> **Exercise instructions**
Using only the records, tally the lines with "extra" in them and state that total by itself.

Collected data entries:
--------------------

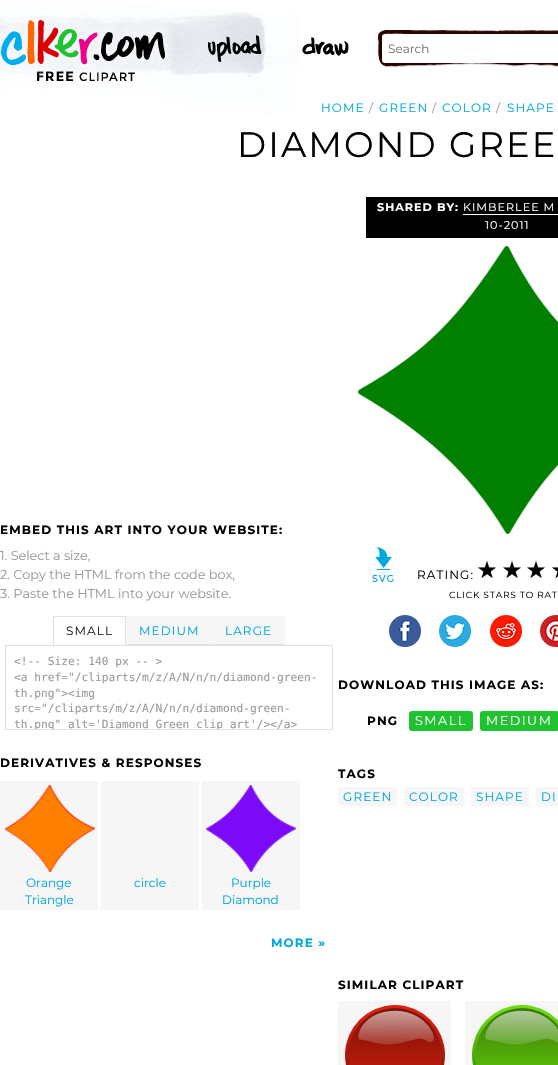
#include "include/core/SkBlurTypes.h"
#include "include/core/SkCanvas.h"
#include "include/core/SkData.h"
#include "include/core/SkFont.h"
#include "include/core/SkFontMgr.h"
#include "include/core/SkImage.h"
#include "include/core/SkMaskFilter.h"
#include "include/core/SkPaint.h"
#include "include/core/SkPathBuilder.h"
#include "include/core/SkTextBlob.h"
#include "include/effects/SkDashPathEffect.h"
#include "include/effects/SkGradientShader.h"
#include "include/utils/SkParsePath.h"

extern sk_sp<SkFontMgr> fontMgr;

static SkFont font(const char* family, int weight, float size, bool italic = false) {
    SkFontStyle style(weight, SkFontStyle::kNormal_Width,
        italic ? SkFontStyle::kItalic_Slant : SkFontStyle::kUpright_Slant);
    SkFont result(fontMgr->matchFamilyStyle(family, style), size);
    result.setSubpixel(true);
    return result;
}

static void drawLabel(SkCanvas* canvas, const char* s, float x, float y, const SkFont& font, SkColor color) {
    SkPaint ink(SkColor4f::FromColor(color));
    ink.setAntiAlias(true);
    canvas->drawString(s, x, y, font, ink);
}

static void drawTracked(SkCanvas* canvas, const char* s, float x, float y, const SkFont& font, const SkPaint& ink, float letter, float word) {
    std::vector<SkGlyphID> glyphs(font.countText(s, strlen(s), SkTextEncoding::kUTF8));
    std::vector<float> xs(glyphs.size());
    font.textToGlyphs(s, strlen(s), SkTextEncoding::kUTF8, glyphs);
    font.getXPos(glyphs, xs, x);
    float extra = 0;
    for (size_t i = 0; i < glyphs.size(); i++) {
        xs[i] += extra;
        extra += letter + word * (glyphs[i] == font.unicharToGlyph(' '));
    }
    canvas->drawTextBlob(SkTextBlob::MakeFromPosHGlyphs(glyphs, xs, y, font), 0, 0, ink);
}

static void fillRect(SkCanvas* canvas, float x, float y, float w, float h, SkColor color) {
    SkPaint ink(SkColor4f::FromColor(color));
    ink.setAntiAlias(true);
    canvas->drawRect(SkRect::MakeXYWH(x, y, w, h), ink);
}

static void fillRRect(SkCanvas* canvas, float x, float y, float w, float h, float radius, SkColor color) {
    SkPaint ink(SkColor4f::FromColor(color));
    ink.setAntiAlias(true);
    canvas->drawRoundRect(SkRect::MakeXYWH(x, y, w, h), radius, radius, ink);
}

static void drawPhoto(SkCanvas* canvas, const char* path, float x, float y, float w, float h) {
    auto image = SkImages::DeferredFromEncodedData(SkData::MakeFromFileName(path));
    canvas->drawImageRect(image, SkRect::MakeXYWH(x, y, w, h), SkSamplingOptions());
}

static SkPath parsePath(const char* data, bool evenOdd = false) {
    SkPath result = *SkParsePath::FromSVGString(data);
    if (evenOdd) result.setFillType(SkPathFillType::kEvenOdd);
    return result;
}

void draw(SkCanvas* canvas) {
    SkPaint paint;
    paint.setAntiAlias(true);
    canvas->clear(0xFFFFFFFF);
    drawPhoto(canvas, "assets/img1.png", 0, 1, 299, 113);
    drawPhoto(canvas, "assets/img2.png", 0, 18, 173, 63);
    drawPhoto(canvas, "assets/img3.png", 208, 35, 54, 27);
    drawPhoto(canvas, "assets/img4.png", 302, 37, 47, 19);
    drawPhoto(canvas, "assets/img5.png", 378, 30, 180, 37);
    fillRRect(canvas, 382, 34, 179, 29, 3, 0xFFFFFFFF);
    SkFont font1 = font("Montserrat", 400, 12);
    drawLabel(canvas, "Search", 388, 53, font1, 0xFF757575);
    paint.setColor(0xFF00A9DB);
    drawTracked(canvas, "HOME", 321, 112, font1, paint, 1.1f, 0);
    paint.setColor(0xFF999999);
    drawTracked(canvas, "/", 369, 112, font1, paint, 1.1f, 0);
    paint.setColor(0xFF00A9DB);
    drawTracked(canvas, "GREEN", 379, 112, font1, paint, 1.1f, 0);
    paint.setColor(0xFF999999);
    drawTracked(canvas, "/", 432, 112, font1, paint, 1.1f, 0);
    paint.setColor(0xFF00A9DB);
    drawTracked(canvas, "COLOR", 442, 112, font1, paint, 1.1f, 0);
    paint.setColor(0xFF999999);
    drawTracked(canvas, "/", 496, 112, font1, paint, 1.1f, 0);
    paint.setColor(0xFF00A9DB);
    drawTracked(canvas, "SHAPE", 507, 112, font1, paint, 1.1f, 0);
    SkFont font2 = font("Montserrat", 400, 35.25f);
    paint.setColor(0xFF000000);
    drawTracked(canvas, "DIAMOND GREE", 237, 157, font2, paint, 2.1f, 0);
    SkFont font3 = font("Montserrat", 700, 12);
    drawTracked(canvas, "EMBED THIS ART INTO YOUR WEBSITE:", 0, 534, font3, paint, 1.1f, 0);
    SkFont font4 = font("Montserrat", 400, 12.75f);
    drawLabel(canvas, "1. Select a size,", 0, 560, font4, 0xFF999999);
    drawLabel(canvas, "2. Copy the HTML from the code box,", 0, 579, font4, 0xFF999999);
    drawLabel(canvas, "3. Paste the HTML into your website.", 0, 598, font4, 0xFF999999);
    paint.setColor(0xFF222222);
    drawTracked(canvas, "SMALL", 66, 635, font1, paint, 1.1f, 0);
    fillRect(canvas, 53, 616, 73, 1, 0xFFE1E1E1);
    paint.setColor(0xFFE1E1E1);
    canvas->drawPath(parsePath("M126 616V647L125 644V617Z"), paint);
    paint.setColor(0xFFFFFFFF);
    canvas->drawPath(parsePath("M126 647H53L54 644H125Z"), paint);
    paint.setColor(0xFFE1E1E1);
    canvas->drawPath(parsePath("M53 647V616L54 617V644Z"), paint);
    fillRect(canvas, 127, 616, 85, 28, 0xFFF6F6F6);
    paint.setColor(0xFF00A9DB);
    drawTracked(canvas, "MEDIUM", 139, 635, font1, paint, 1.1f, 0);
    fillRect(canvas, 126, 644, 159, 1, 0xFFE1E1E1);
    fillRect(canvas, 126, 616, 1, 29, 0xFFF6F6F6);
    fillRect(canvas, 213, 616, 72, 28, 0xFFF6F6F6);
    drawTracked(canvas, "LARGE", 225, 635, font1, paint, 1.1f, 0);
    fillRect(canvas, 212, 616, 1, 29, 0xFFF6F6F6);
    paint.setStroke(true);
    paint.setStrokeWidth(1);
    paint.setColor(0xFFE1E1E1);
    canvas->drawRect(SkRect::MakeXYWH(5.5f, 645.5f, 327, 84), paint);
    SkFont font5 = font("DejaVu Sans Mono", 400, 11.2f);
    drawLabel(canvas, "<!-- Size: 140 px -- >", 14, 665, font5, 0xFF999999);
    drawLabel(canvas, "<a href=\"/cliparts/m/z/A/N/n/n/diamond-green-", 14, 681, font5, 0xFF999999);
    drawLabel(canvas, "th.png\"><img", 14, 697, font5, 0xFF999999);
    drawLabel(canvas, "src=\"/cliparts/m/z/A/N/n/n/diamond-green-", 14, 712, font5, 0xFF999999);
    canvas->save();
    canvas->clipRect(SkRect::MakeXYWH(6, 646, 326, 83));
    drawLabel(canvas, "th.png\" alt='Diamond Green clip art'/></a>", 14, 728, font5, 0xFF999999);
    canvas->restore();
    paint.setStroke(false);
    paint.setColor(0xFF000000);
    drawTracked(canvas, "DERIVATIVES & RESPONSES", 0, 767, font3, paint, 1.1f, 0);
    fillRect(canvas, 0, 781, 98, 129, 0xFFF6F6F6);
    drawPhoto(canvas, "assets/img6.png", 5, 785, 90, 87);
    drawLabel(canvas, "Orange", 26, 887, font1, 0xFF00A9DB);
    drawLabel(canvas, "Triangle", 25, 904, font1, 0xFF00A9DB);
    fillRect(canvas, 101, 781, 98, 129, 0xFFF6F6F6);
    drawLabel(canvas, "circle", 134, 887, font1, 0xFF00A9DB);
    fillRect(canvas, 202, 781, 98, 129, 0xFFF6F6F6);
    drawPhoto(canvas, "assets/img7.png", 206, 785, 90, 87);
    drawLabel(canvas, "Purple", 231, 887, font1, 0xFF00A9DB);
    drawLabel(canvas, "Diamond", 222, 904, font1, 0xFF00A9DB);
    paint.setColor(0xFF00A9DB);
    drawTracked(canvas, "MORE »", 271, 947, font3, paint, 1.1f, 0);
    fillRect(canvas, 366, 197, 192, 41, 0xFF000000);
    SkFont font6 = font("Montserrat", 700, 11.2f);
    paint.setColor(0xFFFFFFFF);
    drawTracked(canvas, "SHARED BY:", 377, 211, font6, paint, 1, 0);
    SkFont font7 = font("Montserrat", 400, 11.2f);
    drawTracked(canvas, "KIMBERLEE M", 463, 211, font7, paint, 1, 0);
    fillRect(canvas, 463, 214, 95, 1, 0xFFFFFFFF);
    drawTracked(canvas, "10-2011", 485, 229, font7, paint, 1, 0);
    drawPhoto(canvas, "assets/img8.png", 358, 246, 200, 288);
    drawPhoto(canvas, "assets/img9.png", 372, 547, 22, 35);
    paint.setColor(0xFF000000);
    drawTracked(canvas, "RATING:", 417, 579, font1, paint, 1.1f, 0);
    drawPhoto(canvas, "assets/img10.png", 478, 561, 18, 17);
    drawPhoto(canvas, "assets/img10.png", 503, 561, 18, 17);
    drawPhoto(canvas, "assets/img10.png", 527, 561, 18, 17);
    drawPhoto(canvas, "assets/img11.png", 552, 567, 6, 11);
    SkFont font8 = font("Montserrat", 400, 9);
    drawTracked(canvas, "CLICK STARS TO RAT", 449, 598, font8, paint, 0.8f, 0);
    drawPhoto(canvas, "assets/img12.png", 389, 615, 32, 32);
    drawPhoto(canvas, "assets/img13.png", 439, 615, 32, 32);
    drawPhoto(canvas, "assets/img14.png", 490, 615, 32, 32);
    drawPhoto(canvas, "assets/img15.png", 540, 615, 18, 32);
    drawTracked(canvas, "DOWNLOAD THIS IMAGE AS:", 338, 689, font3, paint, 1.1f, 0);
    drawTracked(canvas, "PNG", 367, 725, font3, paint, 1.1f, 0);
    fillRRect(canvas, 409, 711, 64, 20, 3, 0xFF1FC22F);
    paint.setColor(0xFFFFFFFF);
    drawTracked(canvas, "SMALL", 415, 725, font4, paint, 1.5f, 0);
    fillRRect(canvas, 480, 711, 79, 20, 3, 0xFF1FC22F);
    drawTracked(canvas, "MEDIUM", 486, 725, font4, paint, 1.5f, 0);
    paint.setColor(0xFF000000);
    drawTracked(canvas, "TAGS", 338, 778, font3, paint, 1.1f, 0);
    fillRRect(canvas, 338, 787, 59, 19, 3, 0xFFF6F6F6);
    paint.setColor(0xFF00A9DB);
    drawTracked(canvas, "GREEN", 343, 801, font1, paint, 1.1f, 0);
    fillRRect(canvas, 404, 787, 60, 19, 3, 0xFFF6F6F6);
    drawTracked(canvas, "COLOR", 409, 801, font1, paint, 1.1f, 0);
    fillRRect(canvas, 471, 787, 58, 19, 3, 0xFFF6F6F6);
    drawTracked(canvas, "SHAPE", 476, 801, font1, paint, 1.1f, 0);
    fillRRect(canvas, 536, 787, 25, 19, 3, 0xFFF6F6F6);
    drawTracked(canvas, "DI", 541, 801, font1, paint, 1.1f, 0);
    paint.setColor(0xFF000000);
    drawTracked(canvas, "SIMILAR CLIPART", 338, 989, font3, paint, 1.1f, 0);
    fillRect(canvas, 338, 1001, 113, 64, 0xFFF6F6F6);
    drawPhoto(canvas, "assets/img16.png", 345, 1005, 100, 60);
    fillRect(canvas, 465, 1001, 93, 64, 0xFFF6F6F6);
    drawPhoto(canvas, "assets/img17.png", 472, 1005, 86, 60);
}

--------------------

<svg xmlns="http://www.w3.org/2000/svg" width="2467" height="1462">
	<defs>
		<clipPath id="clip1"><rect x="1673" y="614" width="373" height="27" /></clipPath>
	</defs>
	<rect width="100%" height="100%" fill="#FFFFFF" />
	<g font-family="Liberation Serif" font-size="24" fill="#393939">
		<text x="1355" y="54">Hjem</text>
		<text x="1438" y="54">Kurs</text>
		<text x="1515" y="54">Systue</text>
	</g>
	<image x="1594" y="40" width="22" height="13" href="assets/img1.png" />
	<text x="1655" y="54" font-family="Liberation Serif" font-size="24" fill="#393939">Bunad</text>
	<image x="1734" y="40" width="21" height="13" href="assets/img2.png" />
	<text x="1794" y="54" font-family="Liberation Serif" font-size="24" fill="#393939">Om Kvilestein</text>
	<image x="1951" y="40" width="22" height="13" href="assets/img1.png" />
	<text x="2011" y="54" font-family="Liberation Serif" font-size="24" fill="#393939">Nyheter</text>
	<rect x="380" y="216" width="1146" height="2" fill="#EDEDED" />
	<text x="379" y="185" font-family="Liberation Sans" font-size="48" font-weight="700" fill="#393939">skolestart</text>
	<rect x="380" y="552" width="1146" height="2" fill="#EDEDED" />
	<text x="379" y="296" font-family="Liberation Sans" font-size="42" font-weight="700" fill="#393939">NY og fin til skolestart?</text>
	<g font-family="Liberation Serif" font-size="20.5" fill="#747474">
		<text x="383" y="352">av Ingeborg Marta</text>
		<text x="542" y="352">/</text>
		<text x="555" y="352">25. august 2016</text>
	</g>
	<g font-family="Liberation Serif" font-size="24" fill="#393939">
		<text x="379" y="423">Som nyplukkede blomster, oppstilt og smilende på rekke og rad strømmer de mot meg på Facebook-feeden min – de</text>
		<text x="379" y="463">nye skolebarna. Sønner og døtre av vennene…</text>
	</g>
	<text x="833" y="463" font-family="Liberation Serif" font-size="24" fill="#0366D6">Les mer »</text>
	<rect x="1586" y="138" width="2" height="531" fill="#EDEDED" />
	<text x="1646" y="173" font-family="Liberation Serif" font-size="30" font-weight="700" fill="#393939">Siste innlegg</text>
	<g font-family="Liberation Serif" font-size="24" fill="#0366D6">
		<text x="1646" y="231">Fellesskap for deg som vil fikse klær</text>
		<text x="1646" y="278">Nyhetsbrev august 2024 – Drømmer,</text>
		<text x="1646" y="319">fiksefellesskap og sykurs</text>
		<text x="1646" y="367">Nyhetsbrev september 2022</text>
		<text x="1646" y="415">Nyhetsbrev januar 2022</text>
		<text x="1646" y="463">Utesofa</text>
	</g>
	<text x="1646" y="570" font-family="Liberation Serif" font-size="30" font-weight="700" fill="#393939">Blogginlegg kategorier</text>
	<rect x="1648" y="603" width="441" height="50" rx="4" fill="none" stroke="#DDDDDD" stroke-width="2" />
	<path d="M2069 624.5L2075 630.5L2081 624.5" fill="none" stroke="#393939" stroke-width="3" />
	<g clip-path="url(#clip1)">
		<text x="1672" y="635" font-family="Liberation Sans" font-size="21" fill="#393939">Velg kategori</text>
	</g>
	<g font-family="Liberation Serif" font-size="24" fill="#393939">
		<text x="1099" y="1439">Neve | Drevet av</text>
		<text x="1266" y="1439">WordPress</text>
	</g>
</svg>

--------------------

> **Task solution**
3